* _AVAILABLE DATA_:
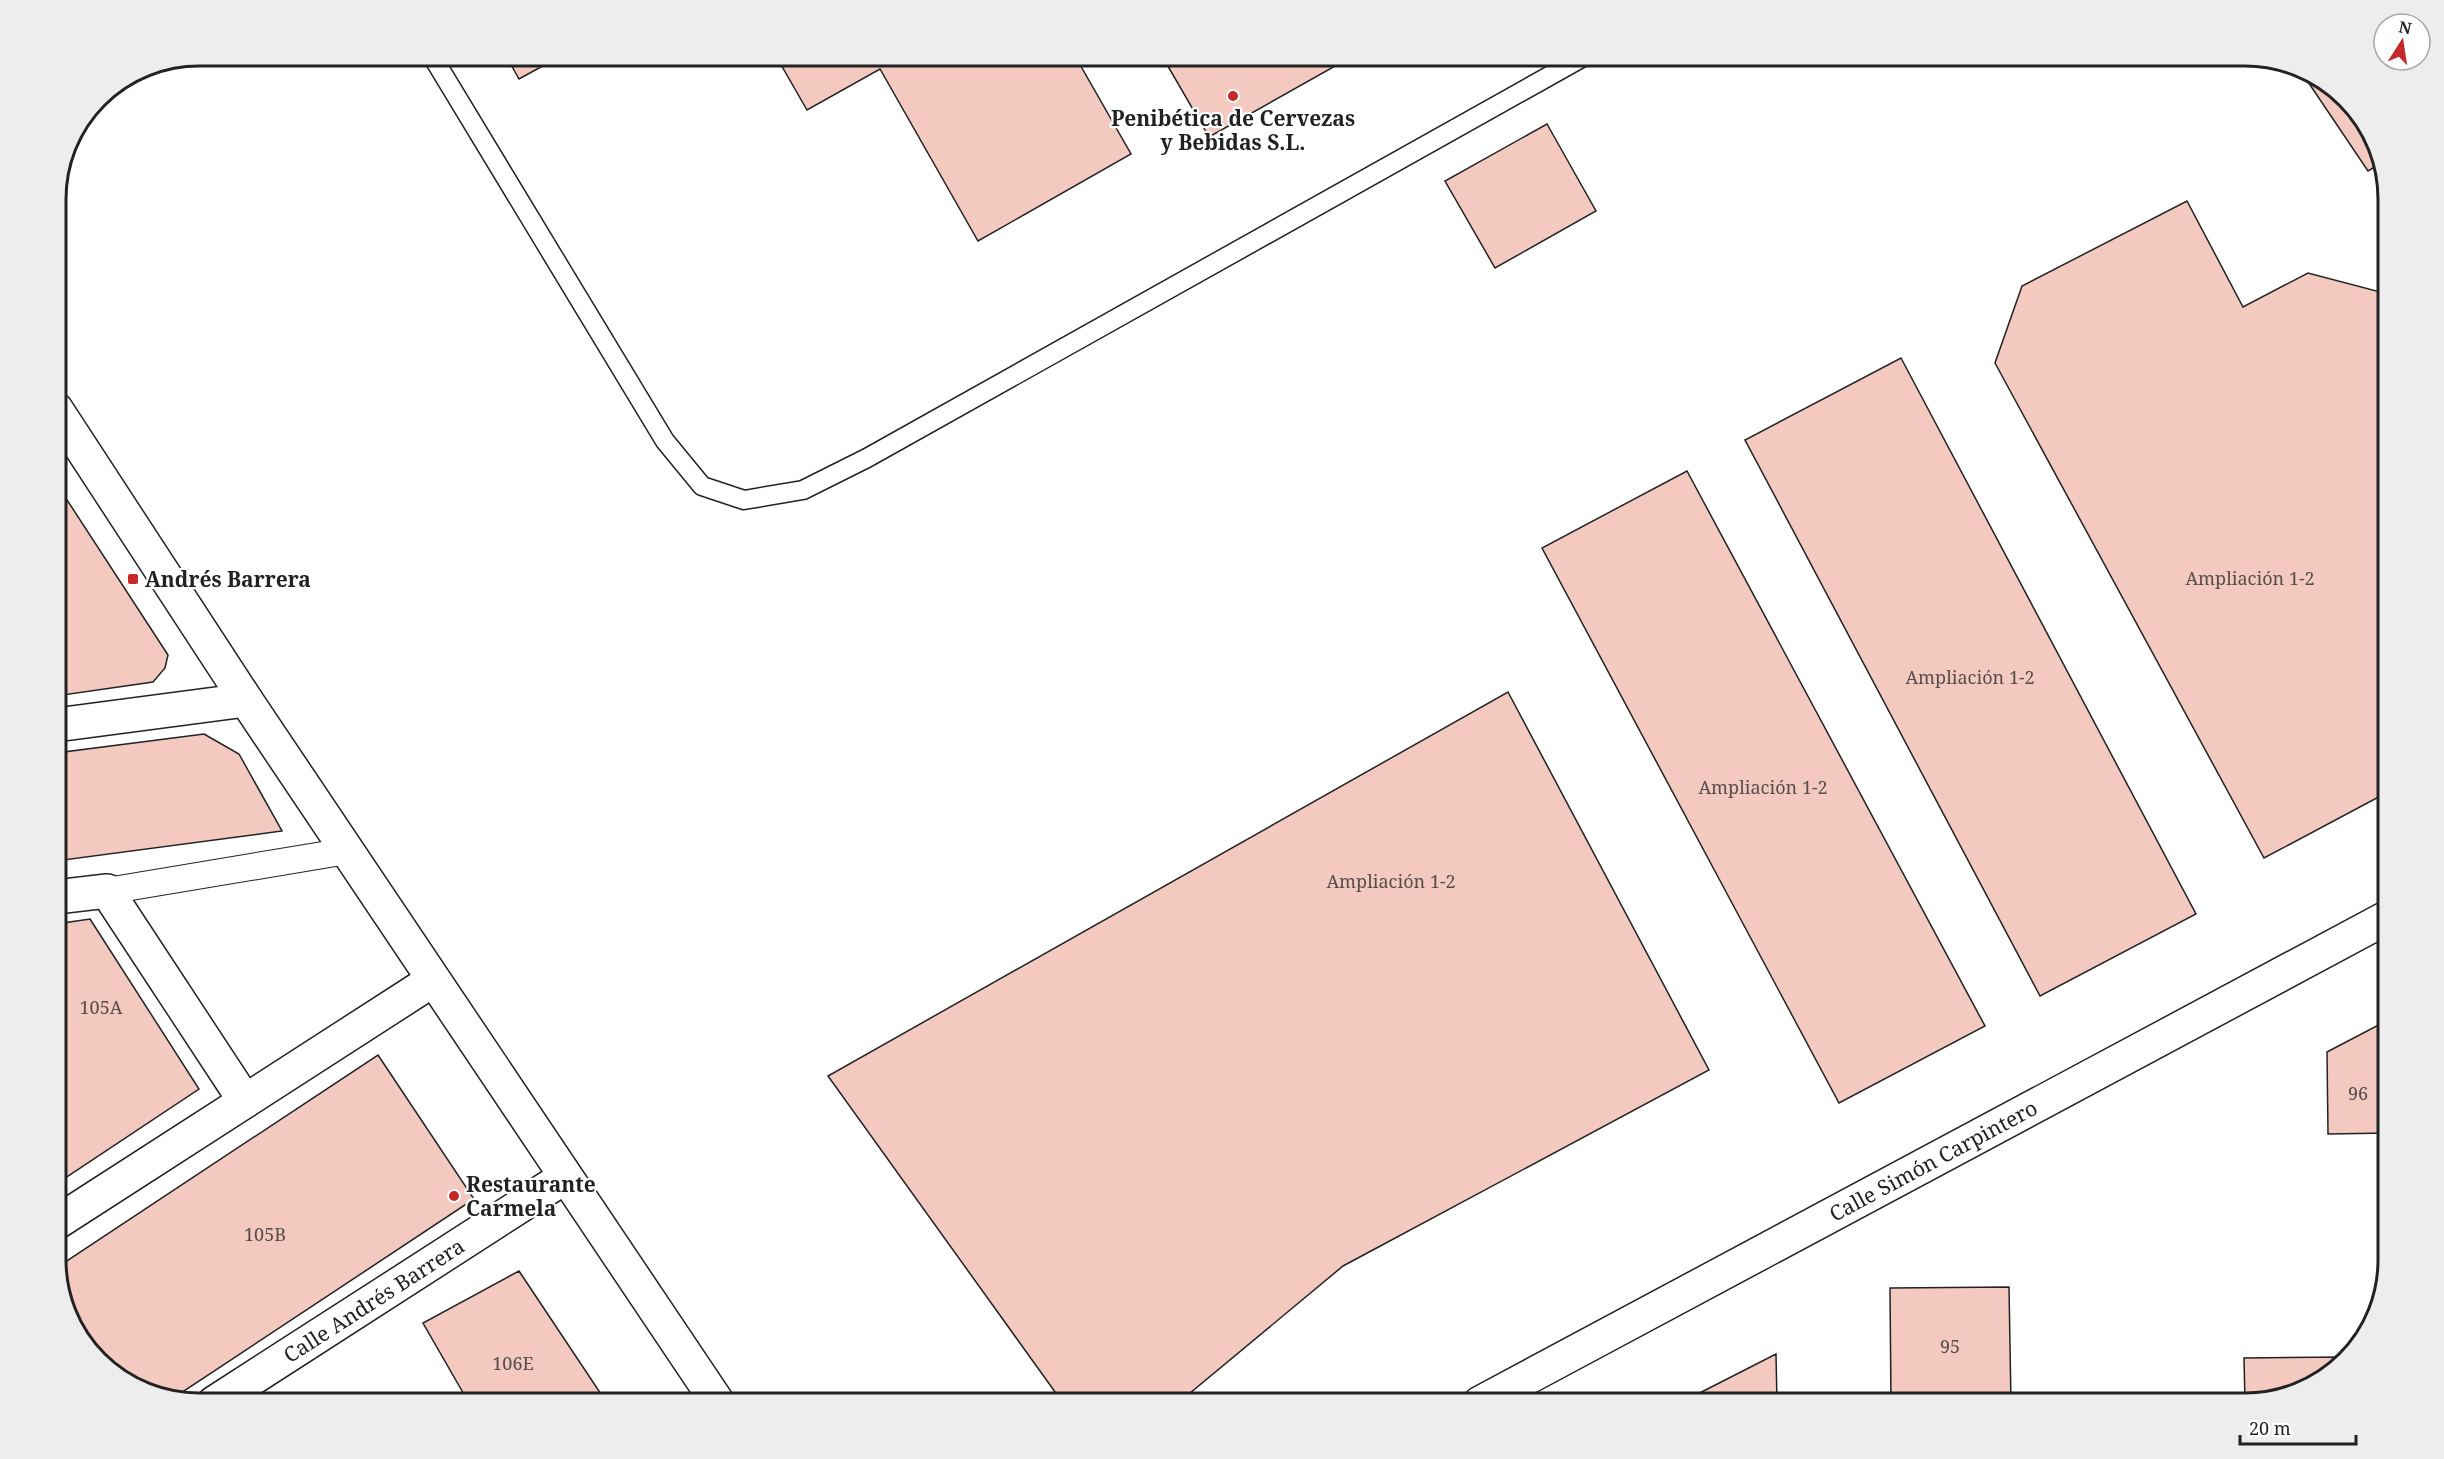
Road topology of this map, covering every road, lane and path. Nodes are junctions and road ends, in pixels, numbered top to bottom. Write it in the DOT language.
graph roads {
  1 [pos="438,66"];
  2 [pos="1567,66"];
  3 [pos="66,424"];
  4 [pos="246,700"];
  5 [pos="66,724"];
  6 [pos="347,851"];
  7 [pos="107,891"];
  8 [pos="66,896"];
  9 [pos="2378,922"];
  10 [pos="433,980"];
  11 [pos="245,1101"];
  12 [pos="565,1177"];
  13 [pos="66,1217"];
  14 [pos="231,1393"];
  15 [pos="710,1393"];
  16 [pos="1501,1393"];
  1 -- 2 [label="lane"];
  3 -- 4 [label="street"];
  4 -- 5 [label="street"];
  4 -- 6 [label="street"];
  6 -- 7 [label="street"];
  6 -- 10 [label="street"];
  7 -- 8 [label="street"];
  7 -- 11 [label="street"];
  9 -- 16 [label="street, Calle Simón Carpintero"];
  10 -- 11 [label="street"];
  10 -- 12 [label="street"];
  11 -- 13 [label="street"];
  12 -- 14 [label="street, Calle Andrés Barrera"];
  12 -- 15 [label="street"];
}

* _ACTIVITY_: All text in the material above must be written out exactly; the images are to be skipped.

* _RESULT FOR THIS EXERCISE_:
Road topology of this map, covering every road, lane and path. Nodes are junctions and road ends, in pixels, numbered top to bottom. Write it in the DOT language.
graph roads {
  1 [pos="438,66"];
  2 [pos="1567,66"];
  3 [pos="66,424"];
  4 [pos="246,700"];
  5 [pos="66,724"];
  6 [pos="347,851"];
  7 [pos="107,891"];
  8 [pos="66,896"];
  9 [pos="2378,922"];
  10 [pos="433,980"];
  11 [pos="245,1101"];
  12 [pos="565,1177"];
  13 [pos="66,1217"];
  14 [pos="231,1393"];
  15 [pos="710,1393"];
  16 [pos="1501,1393"];
  1 -- 2 [label="lane"];
  3 -- 4 [label="street"];
  4 -- 5 [label="street"];
  4 -- 6 [label="street"];
  6 -- 7 [label="street"];
  6 -- 10 [label="street"];
  7 -- 8 [label="street"];
  7 -- 11 [label="street"];
  9 -- 16 [label="street, Calle Simón Carpintero"];
  10 -- 11 [label="street"];
  10 -- 12 [label="street"];
  11 -- 13 [label="street"];
  12 -- 14 [label="street, Calle Andrés Barrera"];
  12 -- 15 [label="street"];
}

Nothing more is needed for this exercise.